8 simple ways to manage your cash flow as a franchisee
A key part of running a franchise is to do with balancing the books. No matter whether you operate a single franchise outlet or multiple stores, manage your cash flow as a franchisee well if you want to succeed. It doesn’t matter what size your business is, the same rule applies to all – manage your cash flow well if you want your franchise to thrive.
One of the advantages of investing in a franchise operation is that detailed profit and loss accounts will be available from your franchisor, based on similar-sized franchises that are already trading. These accounts will be a useful indicator for you to successfully manage your cash flow.
If you want your franchised business to run smoothly, increase efficiency and maximise profits, follow these simple cash flow tips.
1. Know your break-even point
It sounds obvious but do you know what your franchise’s break-even point is? If you do, you are on the right path to efficient cash flow management. If you don’t, it’s worth finding this out as it will form the basis of your business’s financial goals.
If your franchise is seasonal, for example, the demands on cash flow may vary at certain times of the year, so it’s important to know what your break-even point is. Make sure you have this figure in mind as it will come in handy when you’re making key financial business decisions.
2. Reduce debt on your balance sheet
Reducing debt will undoubtedly have a positive effect on any franchisee’s business. Businesses want to keep hold of their cash reserves and will choose to take full advantage of any credit terms offered.
To reduce debt on your balance sheet, look at your terms. Are you offering the same lines of credit as your competitors? Could you look at an earlier payment date for your sales invoicing without risking customer retention? Explore these and put the right measures in place to succeed.
3. Review your admin processes
Do you know how efficient your franchise’s admin processes are? A lot of franchised operations have clear admin processes in place, as detailed in their franchise operations manual. It’s worth following them for tried-and-tested results if you’re not doing so already.
However, by doing a review, you might identify processes that can improves how your cash flow is working – and that’s something beneficial that you could speak to your franchisor about.
One area that can have a positive impact on your franchise’s cash flow is credit control. Perhaps it’s worth reviewing your current procedures to see if you can achieve faster payments from your customers. If you need further help with this, work in conjunction with your franchisor.
4. Recruit the right employees
Effective staff recruitment processes will have a positive outcome on your franchise’s cash flow. Recruiting new employees can be an expensive process, especially if the wrong people are taken on. Meanwhile, having a high turnover of staff could have a knock-on effect on areas such as training, where additional funds need to be spent to get new staff up to speed with your processes.
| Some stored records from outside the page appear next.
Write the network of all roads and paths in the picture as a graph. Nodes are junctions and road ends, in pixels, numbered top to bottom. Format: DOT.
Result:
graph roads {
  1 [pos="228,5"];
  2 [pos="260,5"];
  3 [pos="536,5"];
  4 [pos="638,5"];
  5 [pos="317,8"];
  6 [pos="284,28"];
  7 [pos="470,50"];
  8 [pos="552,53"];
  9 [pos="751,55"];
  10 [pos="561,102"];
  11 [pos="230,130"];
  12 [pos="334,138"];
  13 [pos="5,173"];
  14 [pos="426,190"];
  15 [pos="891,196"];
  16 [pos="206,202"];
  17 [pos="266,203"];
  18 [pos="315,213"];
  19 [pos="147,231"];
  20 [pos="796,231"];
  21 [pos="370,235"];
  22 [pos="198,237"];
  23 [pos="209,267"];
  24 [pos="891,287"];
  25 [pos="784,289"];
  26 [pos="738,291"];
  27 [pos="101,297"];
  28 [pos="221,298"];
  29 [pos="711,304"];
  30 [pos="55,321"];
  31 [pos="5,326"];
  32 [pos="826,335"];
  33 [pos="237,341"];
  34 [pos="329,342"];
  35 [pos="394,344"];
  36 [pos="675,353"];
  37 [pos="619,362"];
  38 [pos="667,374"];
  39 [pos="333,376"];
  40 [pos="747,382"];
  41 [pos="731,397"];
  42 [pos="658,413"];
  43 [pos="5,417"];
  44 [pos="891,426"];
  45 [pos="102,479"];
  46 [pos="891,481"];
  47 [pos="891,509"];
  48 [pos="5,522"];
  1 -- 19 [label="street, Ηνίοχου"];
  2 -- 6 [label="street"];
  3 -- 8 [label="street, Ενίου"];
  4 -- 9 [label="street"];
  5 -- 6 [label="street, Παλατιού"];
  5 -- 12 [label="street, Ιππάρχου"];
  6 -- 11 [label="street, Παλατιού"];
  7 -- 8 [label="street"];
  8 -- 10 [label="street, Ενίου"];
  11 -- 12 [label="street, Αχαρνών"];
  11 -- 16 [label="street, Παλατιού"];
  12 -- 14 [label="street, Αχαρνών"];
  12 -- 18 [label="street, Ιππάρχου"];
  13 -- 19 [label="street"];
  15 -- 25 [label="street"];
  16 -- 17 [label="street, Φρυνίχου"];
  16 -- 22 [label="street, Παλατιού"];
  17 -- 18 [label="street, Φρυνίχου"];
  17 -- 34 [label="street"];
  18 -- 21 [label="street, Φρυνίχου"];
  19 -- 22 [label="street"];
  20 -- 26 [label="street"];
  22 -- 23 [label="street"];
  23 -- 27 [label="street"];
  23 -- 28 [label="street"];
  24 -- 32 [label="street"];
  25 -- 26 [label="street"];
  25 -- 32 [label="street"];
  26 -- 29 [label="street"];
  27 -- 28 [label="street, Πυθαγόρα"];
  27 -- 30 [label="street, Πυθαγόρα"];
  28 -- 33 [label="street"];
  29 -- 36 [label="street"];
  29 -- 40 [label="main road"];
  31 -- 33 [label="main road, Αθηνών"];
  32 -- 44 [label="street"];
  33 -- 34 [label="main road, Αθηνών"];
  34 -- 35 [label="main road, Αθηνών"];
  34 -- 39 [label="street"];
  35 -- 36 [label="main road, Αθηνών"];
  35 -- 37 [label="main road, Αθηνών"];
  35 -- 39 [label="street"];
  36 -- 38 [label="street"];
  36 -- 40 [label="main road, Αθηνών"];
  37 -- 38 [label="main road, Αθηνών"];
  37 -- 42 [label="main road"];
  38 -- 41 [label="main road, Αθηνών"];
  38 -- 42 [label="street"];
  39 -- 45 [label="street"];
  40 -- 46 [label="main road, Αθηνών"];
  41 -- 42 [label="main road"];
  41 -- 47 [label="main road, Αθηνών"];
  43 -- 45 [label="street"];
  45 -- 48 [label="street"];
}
To combat these issues, put the work in to recruit the right employees the first time round, who have the skills required to do the job (and will only need training to enhance their roles). Create a working environment that engages and enthuses your staff, and encourages them to stay with you for the long haul.
And as far as your salary bill goes, keep up with the going rates of pay in your franchise territory. It might be one of your franchise’s highest outgoings, so it’s worth keeping a close eye on this. Any successful business needs great staff, so weigh up the costs against productivity to avoid putting a strain on cash flow.
5. Take advantage of supplier credit lines
Keep hold of your business’s funds and maximise your cash flow by taking full advantage of credit lines offered by your suppliers. This is a good way of helping to avoid temporary cash flow hitches.
Invest in your relationships with your suppliers and pay them on time. If a temporary cash flow issue occurs and you’re unable to cover an invoice, contact them immediately. Speak to them about your situation and see if they can extend your credit.
If they are willing to do so and you make a new arrangement, stick to it. An important element of business is trust – it takes time to build but can be broken in an instant. Remember, communication is key.
6. Have a contingency fund in place
Budgeting for the unexpected is important. With the best will in the world, sometimes a hitch can occur out of the blue that could make a dent in your firm’s finances. These unexpected expenses can hit a business hard, therefore it’s essential to have a contingency fund in place.
7. Avoid splashing the cash if you don’t need to
Rein in your business spending by only purchasing the items that are essential to your firm. It can be tempting to spend lots of money on your business when you’re making a healthy profit but you never know if leaner times are just around the corner, so spend wisely.
8. Use technology to manage your admin
Take advantage of technology that will help you to manage your franchise’s finances and admin, and keep your business in great shape. Invest in cloud accounting software, as it will help you to stay on track with your finances and show you how your franchise is performing instantly.
Not only will it save you time and money, it’s an ideal option if you’re out of the office and need to access invoices and quotes – you can do so on a device such as mobile phone or tablet computer.
You can also use your accounting software to take the headache out of lengthy admin processes by ensuring you are compliant with tax rules and regulations.
Having easy access to all of this information will enable you to get on with running your franchise without being bogged down with endless paperwork – and missed deadlines.
By managing your franchise’s cash flow effectively, you’ll be able to save time, reduce costs and identify potential opportunities to develop your business. Get your cash flow working for your franchise and you’ll be one more step on the way to maximising your investment.